According to a recent New York Times article, Argentina is apparently a breeding ground for computer hackers. But how do we know that an Argentine hacker didn’t just hack the Times’ system to say that?
Well, let’s at least humor this hacker.
Years spent as a nerd or in a politically repressed environment supposedly pay off in the long run for computer hackers, who become ever so desirable to foreign governments and ambiguous multinational corporations. The world of international espionage and online thievery is apparently in high demand for coveted hackers – the same hackers that likely drink mate on the reg.
“Cheating is part of the Argentine mentality,” Cesar Cerrudo, a cyber security researcher from Argentina and respected hacker after breaching multiple US traffic light systems, told the Times.

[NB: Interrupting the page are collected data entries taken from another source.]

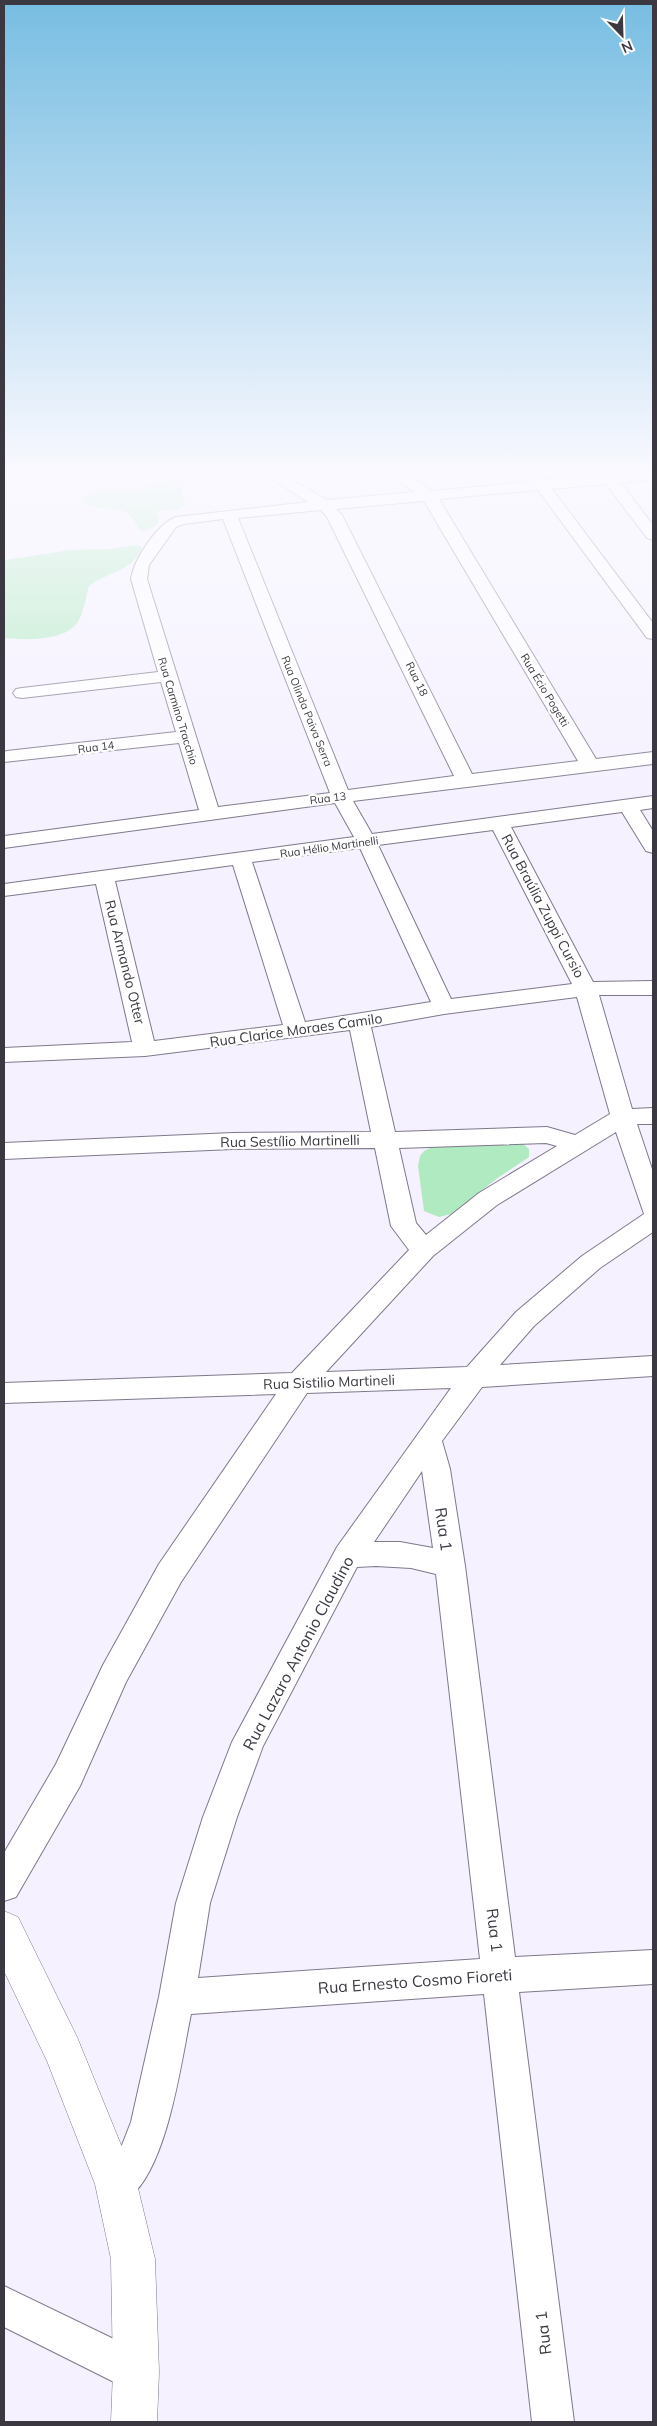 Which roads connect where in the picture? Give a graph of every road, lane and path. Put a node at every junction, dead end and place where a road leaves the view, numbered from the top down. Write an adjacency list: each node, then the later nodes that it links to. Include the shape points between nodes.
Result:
1 (141, 586): 7 (street, Rua Carmino Tracchio)
2 (258, 586): 14 (street, Rua Olinda Paiva Serra)
3 (370, 586): 13 (street, Rua 18)
4 (483, 586): 12 (street, Rua Écio Pogetti)
5 (617, 586): 6 (street)
6 (653, 634)
7 (168, 676): 8 (street); 9 (street, Rua Carmino Tracchio)
8 (22, 693)
9 (185, 737): 10 (street, Rua 14); 17 (street, Rua Carmino Tracchio)
10 (7, 758)
11 (653, 758): 12 (street, Rua 13)
12 (590, 765): 13 (street, Rua 13)
13 (466, 780): 14 (street, Rua 13)
14 (341, 797): 17 (street, Rua 13); 20 (street, Rua Olinda Paiva Serra)
15 (653, 802): 16 (street, Rua Hélio Martinelli)
16 (628, 806): 18 (street, Rua Hélio Martinelli); 21 (street)
17 (210, 814): 19 (street, Rua 13)
18 (500, 824): 20 (street, Rua Hélio Martinelli); 26 (street, Rua Braúlia Zuppi Cursio)
19 (4, 842)
20 (367, 842): 22 (street, Rua Hélio Martinelli); 27 (street, Rua Olinda Paiva Serra)
21 (653, 847)
22 (241, 859): 23 (street, Rua Hélio Martinelli); 29 (street)
23 (104, 876): 24 (street, Rua Hélio Martinelli); 30 (street, Rua Armando Otter)
24 (4, 890)
25 (653, 988): 26 (street, Rua Clarice Moraes Camilo)
26 (586, 989): 27 (street, Rua Clarice Moraes Camilo); 33 (street)
27 (444, 1007): 28 (street, Rua Clarice Moraes Camilo)
28 (359, 1022): 29 (street, Rua Clarice Moraes Camilo); 34 (street)
29 (296, 1030): 30 (street, Rua Clarice Moraes Camilo)
30 (145, 1049): 31 (street, Rua Clarice Moraes Camilo)
31 (4, 1055)
32 (653, 1116): 33 (street)
33 (623, 1117): 35 (street); 37 (street)
34 (386, 1140): 35 (street, Rua Sestílio Martinelli, via 547,1135); 36 (street, Rua Sestílio Martinelli, via 233,1141); 39 (street, via 404,1226)
35 (576, 1144): 39 (street, via 488,1199)
36 (4, 1151)
37 (653, 1209)
38 (653, 1220): 41 (street, Rua Lazaro Antonio Claudino, via 592,1262 525,1319)
39 (424, 1250): 42 (street)
40 (653, 1366): 41 (street, Rua Sistilio Martineli)
41 (474, 1378): 42 (street, Rua Sistilio Martineli); 44 (street, Rua Lazaro Antonio Claudino)
42 (299, 1383): 43 (street, Rua Sistilio Martineli); 47 (street, via 170,1573 114,1675 68,1775)
43 (4, 1393)
44 (428, 1440): 45 (street, Rua Lazaro Antonio Claudino); 46 (street, Rua 1, via 436,1470)
45 (348, 1556): 46 (street, via 403,1553); 51 (street, Rua Lazaro Antonio Claudino, via 248,1742 193,1903)
46 (450, 1566): 50 (street, Rua 1)
47 (4, 1885)
48 (4, 1930): 52 (main road, via 62,2051)
49 (653, 1968): 50 (street, Rua Ernesto Cosmo Fioreti)
50 (500, 1975): 51 (street, Rua Ernesto Cosmo Fioreti); 56 (street, Rua 1)
51 (177, 1997): 52 (street, Rua Lazaro Antonio Claudino, via 150,2122 136,2158)
52 (116, 2184): 54 (main road, via 133,2259)
53 (4, 2306): 54 (street)
54 (136, 2372): 55 (main road)
55 (134, 2422)
56 (553, 2422)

Cesar described a lack of available technology while growing up in Argentina, leading many young adults like him to have to find creative ways to access computers. Today still, many are cut-off from leading technologies through import barriers.
Another possible root cause for the abundance of hackers in Argentina is the dictatorship that put many citizens under the harsh yoke of repression, according to Senator Norma Morandini.
According to the Times, Argentine hackers specialize in what’re called “zero-day flaws,” or “unpatched holes in widely used technology.” This particular style allows the hacker to spy on or even destroy computer networks, making for a highly useful hand for hire against adversaries.
This October, Latin America’s biggest hacking conference, otherwise known as EkoParty, pulled in a crowd of 1600 hackers at Buenos Aires’ Konex Center. The 11th annual conference allegedly drew in various Silicon Valley executives, government officials and contractors in search of the freshest talent in Argentina.
The idea starts to ring true with Argentines like Alfred Ortega, otherwise known as “cybergaucho.” The Patagonia native was allegedly able to hack a new electronic voting system in a mere 20 minutes.
Julian Rizzo was another shinning star of the Argentina hacking world after giving a presentation on zero-day flaw hacking – a skill allegedly worth six figures on the black market, according to the Times.
That’s it kids, drop your footballs and get indoors to learn the art of hacking.